Lightning’s impact  on forests’ big trees
Evan Gora, forest ecologist, getting ready to land at one of the research sites in Panama, where he will study lightning strikes in the forested areas. Photo Submitted by Cary Institute of Ecosystem Studies

Lightning’s impact on forests’ big trees

MILLBROOK — There was a time when trees were thought of mostly for building shelter or providing fuel, for warmth, light or cooking.

Today, trees are the subject of research and study through  many programs at the Cary Institute of Ecosystem Studies. On Thursday, Oct. 20, one of its scientists discussed the impact of lightning on tropical forests, what the future holds for those forests and what it could mean for the Northern Hemisphere.

Cary’s President, Josh Ginsberg, had the conversation with Evan Gora, who holds a doctorate in Forest Ecology from the University of Louisville. His specialties cover plant death and decomposition, as well as the causes of death, such as lightning. Gora, a Cary scientist, is an Earl S. Tupper Fellow and works with Smithsonian Tropical Research Institute, Balboa, Ancon, Panama.

The studies are taking place in Latin America, Rwanda, Brazil, Uganda, Panama  and the Dominican Republic. Scientists, ecologists, tropical ecologists are researching and studying the trees in these forests due to the fact that many of these trees are very old, some as much as 1500 years, and others even older.

They are also large trees, and so have the biggest impact on the land that surrounds them. One of the most important functions of trees is in providing carbon storage.

This conversation was mainly concerned with how the very large and very old trees fare during climate change, as massive lightning strikes have become in some instances more frequent, and in some cases more intense. The older a tree is, the larger it is, the more carbon storage it provides. So each tree lost adds up to a large amount of carbon storage loss, and is a big influence on the ecosystem processes.

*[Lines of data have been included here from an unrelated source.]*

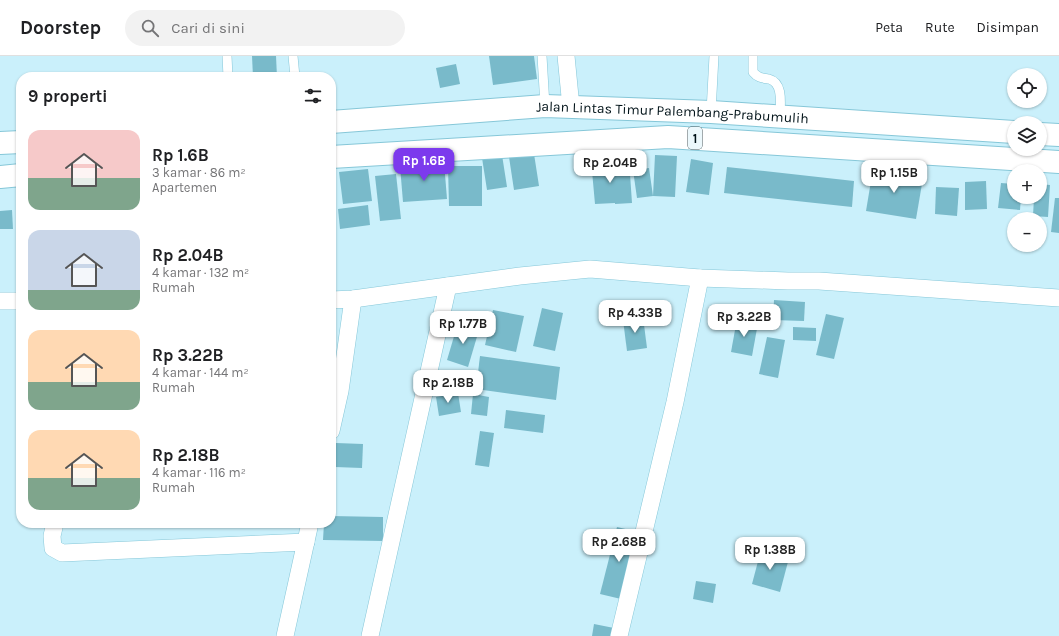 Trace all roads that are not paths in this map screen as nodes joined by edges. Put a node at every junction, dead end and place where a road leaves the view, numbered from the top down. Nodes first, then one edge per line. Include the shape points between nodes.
1 (227, 56) edge
2 (293, 56) edge
3 (542, 56) edge
4 (566, 56) edge
5 (714, 56) edge
6 (753, 56) edge
7 (228, 72) edge
8 (295, 72) edge
9 (545, 106) junction
10 (570, 107) junction
11 (711, 112) junction
12 (780, 116) junction
13 (336, 122) edge
14 (1007, 132) edge
15 (1047, 134) edge
16 (1059, 135) edge
17 (16, 142) edge
18 (0, 143) edge
19 (336, 157) edge
20 (1059, 162) edge
21 (16, 175) edge
22 (0, 177) edge
23 (700, 278) junction
24 (448, 286) junction
25 (1059, 298) edge
26 (353, 299) junction
27 (336, 300) edge
28 (0, 301) edge
29 (16, 301) edge
30 (336, 409) edge
31 (54, 528) edge
32 (309, 528) edge
33 (306, 542) junction
34 (285, 636) edge
35 (370, 636) edge
36 (619, 636) edge

1 - 7 lane
2 - 8 lane
3 - 9 lane
4 - 10 street
5 - 11 lane
6 - 12 lane via 752,72 776,83 780,89
9 - 10 highway, Jalan Lintas Timur Palembang-Prabumulih / 1
9 - 13 highway, Jalan Lintas Timur Palembang-Prabumulih / 1
10 - 11 highway, Jalan Lintas Timur Palembang-Prabumulih / 1
11 - 12 highway, Jalan Lintas Timur Palembang-Prabumulih / 1
12 - 14 highway, Jalan Lintas Timur Palembang-Prabumulih / 1
15 - 16 highway
17 - 18 highway
19 - 20 highway, Jalan Lintas Timur Palembang-Prabumulih / 1 via 668,137
21 - 22 highway
23 - 24 street via 590,270
23 - 25 street via 819,281
23 - 36 street via 675,402
24 - 26 street
24 - 35 street
26 - 27 street
26 - 30 street
28 - 29 street
31 - 33 street via 53,548 62,553
32 - 33 street
33 - 34 street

The study of these losses in the tropical forests will allow scientists to follow patterns, and to understand the importance of the morbidity of trees in the ecosystem,  and enabling some predictions about the future of the forests.

The studies examine why trees die, how and when they decompose, what the conditions are that determine this.

The reason studying lightning strikes is so beneficial to the studies is because the lightning hit on one tree can mean the death of many trees. The largest and tallest tree, the canopy tree, can take down surrounding trees along with catching fire itself. Lightning flows outward. It may kill five trees and damage as many as 18 trees — a significant amount of carbon storage gone.

Gora said that lightning strikes are hard to predict and just as hard to locate. But with climate change, some areas have seen accelerated events.  Central Africa has seen a rise of about 50%. It has been estimated that in New York, by 2050, carbon storage will decrease by 25% to 50%.

One method of finding the strikes is through the use of drones. Information gathered can be used to plan the planting of future forests. By knowing the causes of death, the trees best suited to withstand lightning strikes and other hazards, newly planted forest can be planned to last longer and be safer from the usual causes of tree death.

Gora  points out that there has been little investment made in tropical forests, and the study of tropical forests can be useful in helping to understand our local forests and their problems.

Studying tropical forests also can help in the planning of reforesting our own local forests. Lightning strikes are similar around the world, and they are massively misunderstood.

What can we do locally to help our forests to thrive, and reduce the carbon impact? Gora had some suggestions: minimize your impact by reducing your carbon footprint and offset the rest by decreasing your consumption of beef and palm oil.  He also suggests supporting science by investing in the research needed to guide resilient management and reforestation. Lastly, he said, use your voice  to advocate for the protection of old growth forests.